[Stored dataset items]
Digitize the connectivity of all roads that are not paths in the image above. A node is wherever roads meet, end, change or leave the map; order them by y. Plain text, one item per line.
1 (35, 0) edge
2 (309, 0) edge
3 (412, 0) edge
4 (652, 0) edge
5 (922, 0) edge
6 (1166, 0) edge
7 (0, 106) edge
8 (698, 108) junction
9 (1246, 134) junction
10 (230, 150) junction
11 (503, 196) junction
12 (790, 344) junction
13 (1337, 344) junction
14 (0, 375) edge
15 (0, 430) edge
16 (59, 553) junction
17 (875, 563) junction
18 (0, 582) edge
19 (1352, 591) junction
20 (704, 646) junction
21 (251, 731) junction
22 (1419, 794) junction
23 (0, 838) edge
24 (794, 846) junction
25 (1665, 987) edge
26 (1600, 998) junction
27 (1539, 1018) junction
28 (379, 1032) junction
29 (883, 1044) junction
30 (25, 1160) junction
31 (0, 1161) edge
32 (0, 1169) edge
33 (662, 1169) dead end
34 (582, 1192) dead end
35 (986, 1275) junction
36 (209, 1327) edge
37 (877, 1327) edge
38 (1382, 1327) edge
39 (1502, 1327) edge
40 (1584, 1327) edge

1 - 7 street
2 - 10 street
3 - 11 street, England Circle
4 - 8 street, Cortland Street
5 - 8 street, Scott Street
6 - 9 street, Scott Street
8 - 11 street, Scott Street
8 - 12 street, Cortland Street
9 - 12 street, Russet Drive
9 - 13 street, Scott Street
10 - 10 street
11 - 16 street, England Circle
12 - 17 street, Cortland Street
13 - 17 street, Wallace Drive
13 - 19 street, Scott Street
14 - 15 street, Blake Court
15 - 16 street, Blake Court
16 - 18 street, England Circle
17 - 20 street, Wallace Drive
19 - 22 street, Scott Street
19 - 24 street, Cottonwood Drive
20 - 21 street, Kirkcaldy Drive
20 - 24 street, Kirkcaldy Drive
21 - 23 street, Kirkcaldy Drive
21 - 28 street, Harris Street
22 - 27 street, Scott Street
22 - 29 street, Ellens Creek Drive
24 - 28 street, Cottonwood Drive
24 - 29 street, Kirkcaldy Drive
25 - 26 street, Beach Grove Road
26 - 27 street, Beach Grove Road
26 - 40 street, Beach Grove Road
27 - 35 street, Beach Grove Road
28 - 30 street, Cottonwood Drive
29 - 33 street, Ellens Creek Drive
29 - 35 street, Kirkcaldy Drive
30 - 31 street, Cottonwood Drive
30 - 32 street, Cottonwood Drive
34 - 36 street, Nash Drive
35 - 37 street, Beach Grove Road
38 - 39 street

Exercise objective: Repeat all the entries above without altering anything.

Task result:
Digitize the connectivity of all roads that are not paths in the image above. A node is wherever roads meet, end, change or leave the map; order them by y. Plain text, one item per line.
1 (35, 0) edge
2 (309, 0) edge
3 (412, 0) edge
4 (652, 0) edge
5 (922, 0) edge
6 (1166, 0) edge
7 (0, 106) edge
8 (698, 108) junction
9 (1246, 134) junction
10 (230, 150) junction
11 (503, 196) junction
12 (790, 344) junction
13 (1337, 344) junction
14 (0, 375) edge
15 (0, 430) edge
16 (59, 553) junction
17 (875, 563) junction
18 (0, 582) edge
19 (1352, 591) junction
20 (704, 646) junction
21 (251, 731) junction
22 (1419, 794) junction
23 (0, 838) edge
24 (794, 846) junction
25 (1665, 987) edge
26 (1600, 998) junction
27 (1539, 1018) junction
28 (379, 1032) junction
29 (883, 1044) junction
30 (25, 1160) junction
31 (0, 1161) edge
32 (0, 1169) edge
33 (662, 1169) dead end
34 (582, 1192) dead end
35 (986, 1275) junction
36 (209, 1327) edge
37 (877, 1327) edge
38 (1382, 1327) edge
39 (1502, 1327) edge
40 (1584, 1327) edge

1 - 7 street
2 - 10 street
3 - 11 street, England Circle
4 - 8 street, Cortland Street
5 - 8 street, Scott Street
6 - 9 street, Scott Street
8 - 11 street, Scott Street
8 - 12 street, Cortland Street
9 - 12 street, Russet Drive
9 - 13 street, Scott Street
10 - 10 street
11 - 16 street, England Circle
12 - 17 street, Cortland Street
13 - 17 street, Wallace Drive
13 - 19 street, Scott Street
14 - 15 street, Blake Court
15 - 16 street, Blake Court
16 - 18 street, England Circle
17 - 20 street, Wallace Drive
19 - 22 street, Scott Street
19 - 24 street, Cottonwood Drive
20 - 21 street, Kirkcaldy Drive
20 - 24 street, Kirkcaldy Drive
21 - 23 street, Kirkcaldy Drive
21 - 28 street, Harris Street
22 - 27 street, Scott Street
22 - 29 street, Ellens Creek Drive
24 - 28 street, Cottonwood Drive
24 - 29 street, Kirkcaldy Drive
25 - 26 street, Beach Grove Road
26 - 27 street, Beach Grove Road
26 - 40 street, Beach Grove Road
27 - 35 street, Beach Grove Road
28 - 30 street, Cottonwood Drive
29 - 33 street, Ellens Creek Drive
29 - 35 street, Kirkcaldy Drive
30 - 31 street, Cottonwood Drive
30 - 32 street, Cottonwood Drive
34 - 36 street, Nash Drive
35 - 37 street, Beach Grove Road
38 - 39 street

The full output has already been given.